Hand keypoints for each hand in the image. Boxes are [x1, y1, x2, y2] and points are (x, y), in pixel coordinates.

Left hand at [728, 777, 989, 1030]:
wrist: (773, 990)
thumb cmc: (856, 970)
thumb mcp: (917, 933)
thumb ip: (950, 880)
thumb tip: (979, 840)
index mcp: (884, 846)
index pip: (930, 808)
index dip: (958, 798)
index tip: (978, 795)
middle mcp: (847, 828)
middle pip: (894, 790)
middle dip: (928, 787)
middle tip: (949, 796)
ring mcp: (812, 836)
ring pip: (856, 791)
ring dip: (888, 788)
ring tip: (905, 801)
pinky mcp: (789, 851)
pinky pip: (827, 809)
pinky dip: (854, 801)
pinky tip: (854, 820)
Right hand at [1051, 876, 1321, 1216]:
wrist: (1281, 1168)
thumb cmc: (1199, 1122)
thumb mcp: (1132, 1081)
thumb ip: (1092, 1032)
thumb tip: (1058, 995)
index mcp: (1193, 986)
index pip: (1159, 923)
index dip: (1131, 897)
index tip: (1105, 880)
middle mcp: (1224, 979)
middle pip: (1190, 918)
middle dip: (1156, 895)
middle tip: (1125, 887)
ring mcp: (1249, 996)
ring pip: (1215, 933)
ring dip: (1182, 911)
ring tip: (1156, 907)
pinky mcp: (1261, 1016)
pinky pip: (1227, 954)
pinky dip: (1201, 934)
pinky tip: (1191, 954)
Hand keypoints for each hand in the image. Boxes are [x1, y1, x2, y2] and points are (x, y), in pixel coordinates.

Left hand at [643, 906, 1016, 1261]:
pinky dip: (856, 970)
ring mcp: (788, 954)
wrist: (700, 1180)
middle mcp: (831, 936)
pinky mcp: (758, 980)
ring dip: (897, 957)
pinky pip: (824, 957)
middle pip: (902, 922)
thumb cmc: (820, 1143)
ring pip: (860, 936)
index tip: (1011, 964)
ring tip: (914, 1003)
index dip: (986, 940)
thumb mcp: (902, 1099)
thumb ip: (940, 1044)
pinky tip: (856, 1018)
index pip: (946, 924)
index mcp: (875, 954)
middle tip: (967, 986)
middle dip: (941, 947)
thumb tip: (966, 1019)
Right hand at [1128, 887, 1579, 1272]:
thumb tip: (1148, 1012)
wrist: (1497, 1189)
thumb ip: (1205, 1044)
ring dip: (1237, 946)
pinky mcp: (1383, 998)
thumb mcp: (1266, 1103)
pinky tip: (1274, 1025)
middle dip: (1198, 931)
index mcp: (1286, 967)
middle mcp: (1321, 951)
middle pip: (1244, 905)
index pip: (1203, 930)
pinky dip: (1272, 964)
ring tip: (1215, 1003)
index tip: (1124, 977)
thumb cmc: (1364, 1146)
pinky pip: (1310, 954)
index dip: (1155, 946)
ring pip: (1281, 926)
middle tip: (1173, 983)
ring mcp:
────────────────────
Take the data above and reproduce it exactly.

*OUTPUT FOR THIS TASK*
Hand keypoints for each hand in the image. Boxes are [x1, y1, x2, y2] and points are (x, y), in pixel coordinates.

Left hand at [728, 777, 989, 1030]:
wrist: (773, 990)
thumb cmc: (856, 970)
thumb mcp: (917, 933)
thumb ip: (950, 880)
thumb tip: (979, 840)
index mcp: (884, 846)
index pip: (930, 808)
index dip: (958, 798)
index tip: (978, 795)
middle mcp: (847, 828)
middle pip: (894, 790)
middle dip: (928, 787)
middle tip: (949, 796)
ring mcp: (812, 836)
ring pip: (856, 791)
ring dip: (888, 788)
ring tip: (905, 801)
pinky mcp: (789, 851)
pinky pip: (827, 809)
pinky dip: (854, 801)
pinky tip: (854, 820)
Right hand at [1051, 876, 1321, 1216]:
wrist: (1281, 1168)
thumb cmc: (1199, 1122)
thumb mcp: (1132, 1081)
thumb ip: (1092, 1032)
thumb tip: (1058, 995)
index mcp: (1193, 986)
index pip: (1159, 923)
index dip: (1131, 897)
index tip: (1105, 880)
middle mcp: (1224, 979)
middle pip: (1190, 918)
middle dip: (1156, 895)
middle tip: (1125, 887)
ring mcp: (1249, 996)
ring pip: (1215, 933)
ring dip: (1182, 911)
ring tip: (1156, 907)
pinky mcp: (1261, 1016)
pinky pip: (1227, 954)
pinky dip: (1201, 934)
pinky tip: (1191, 954)
Hand keypoints for each hand in the image. Boxes are [x1, y1, x2, y2] and points are (x, y), in pixel coordinates.

Left hand at [643, 906, 1016, 1261]:
pinky dip: (856, 970)
ring mcp: (788, 954)
wrist: (700, 1180)
middle mcp: (831, 936)
pinky mcp: (758, 980)
ring dip: (897, 957)
pinky pip: (824, 957)
middle pip: (902, 922)
thumb cmc: (820, 1143)
ring pip: (860, 936)
index tip: (1011, 964)
ring tip: (914, 1003)
index dip: (986, 940)
thumb mcp: (902, 1099)
thumb ip: (940, 1044)
pinky tip: (856, 1018)
index pip: (946, 924)
index mcp: (875, 954)
middle tip: (967, 986)
middle dip: (941, 947)
thumb tip: (966, 1019)
Right hand at [1128, 887, 1579, 1272]:
thumb tip: (1148, 1012)
wrist: (1497, 1189)
thumb ip: (1205, 1044)
ring dip: (1237, 946)
pinky mcp: (1383, 998)
thumb mcp: (1266, 1103)
pinky tip: (1274, 1025)
middle dip: (1198, 931)
index mcp: (1286, 967)
middle mcp: (1321, 951)
middle pip: (1244, 905)
index pip: (1203, 930)
pinky dip: (1272, 964)
ring tip: (1215, 1003)
index tip: (1124, 977)
thumb cmc: (1364, 1146)
pinky pip: (1310, 954)
index dip: (1155, 946)
ring pip: (1281, 926)
middle tip: (1173, 983)
ring mcp:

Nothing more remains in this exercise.